INSTRUCTIONS TO FOLLOW -> The answer must be every line of the records below that contains the word "PEIPPOSENKATU".

EXTRACTED MATERIAL ->
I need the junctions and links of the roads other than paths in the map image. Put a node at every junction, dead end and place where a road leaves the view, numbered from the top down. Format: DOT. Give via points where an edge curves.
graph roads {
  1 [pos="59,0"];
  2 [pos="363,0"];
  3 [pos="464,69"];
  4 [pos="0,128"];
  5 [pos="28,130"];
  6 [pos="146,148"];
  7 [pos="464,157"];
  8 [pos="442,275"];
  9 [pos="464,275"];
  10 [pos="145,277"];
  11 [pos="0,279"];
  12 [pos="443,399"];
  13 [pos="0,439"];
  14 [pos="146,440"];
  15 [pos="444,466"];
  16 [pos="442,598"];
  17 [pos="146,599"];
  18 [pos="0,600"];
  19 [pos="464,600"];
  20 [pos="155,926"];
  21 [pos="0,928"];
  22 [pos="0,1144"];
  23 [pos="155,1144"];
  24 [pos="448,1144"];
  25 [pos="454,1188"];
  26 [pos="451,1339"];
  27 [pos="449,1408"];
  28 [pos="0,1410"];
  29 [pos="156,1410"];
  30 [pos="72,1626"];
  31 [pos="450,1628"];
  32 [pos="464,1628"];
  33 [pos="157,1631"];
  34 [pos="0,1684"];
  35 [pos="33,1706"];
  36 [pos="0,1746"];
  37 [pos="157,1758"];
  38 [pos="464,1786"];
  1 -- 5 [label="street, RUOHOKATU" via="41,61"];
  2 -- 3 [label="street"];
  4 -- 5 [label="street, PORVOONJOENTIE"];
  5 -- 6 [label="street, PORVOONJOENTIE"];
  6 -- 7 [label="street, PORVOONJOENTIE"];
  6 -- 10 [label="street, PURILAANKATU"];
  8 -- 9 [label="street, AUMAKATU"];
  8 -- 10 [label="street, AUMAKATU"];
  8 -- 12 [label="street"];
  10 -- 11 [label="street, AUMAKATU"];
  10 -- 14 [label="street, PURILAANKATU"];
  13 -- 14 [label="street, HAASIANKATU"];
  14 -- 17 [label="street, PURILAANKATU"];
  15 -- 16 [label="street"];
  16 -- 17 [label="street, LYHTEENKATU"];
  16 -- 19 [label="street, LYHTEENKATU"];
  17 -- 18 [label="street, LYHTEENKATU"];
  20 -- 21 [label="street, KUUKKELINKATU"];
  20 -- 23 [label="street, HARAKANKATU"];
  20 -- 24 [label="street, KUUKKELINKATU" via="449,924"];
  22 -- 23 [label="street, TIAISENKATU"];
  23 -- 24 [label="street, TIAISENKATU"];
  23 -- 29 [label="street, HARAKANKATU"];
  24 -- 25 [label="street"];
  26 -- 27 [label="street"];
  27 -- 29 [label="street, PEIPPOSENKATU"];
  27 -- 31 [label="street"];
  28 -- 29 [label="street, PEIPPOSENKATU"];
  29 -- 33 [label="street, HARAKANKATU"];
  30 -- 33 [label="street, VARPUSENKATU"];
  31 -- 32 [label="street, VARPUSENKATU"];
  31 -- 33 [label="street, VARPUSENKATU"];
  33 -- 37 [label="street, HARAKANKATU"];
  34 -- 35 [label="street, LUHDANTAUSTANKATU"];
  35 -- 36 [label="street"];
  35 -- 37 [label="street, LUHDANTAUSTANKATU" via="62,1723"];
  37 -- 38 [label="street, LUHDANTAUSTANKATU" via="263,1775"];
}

RESULT OF THIS TASK ->
  27 -- 29 [label="street, PEIPPOSENKATU"];
  28 -- 29 [label="street, PEIPPOSENKATU"];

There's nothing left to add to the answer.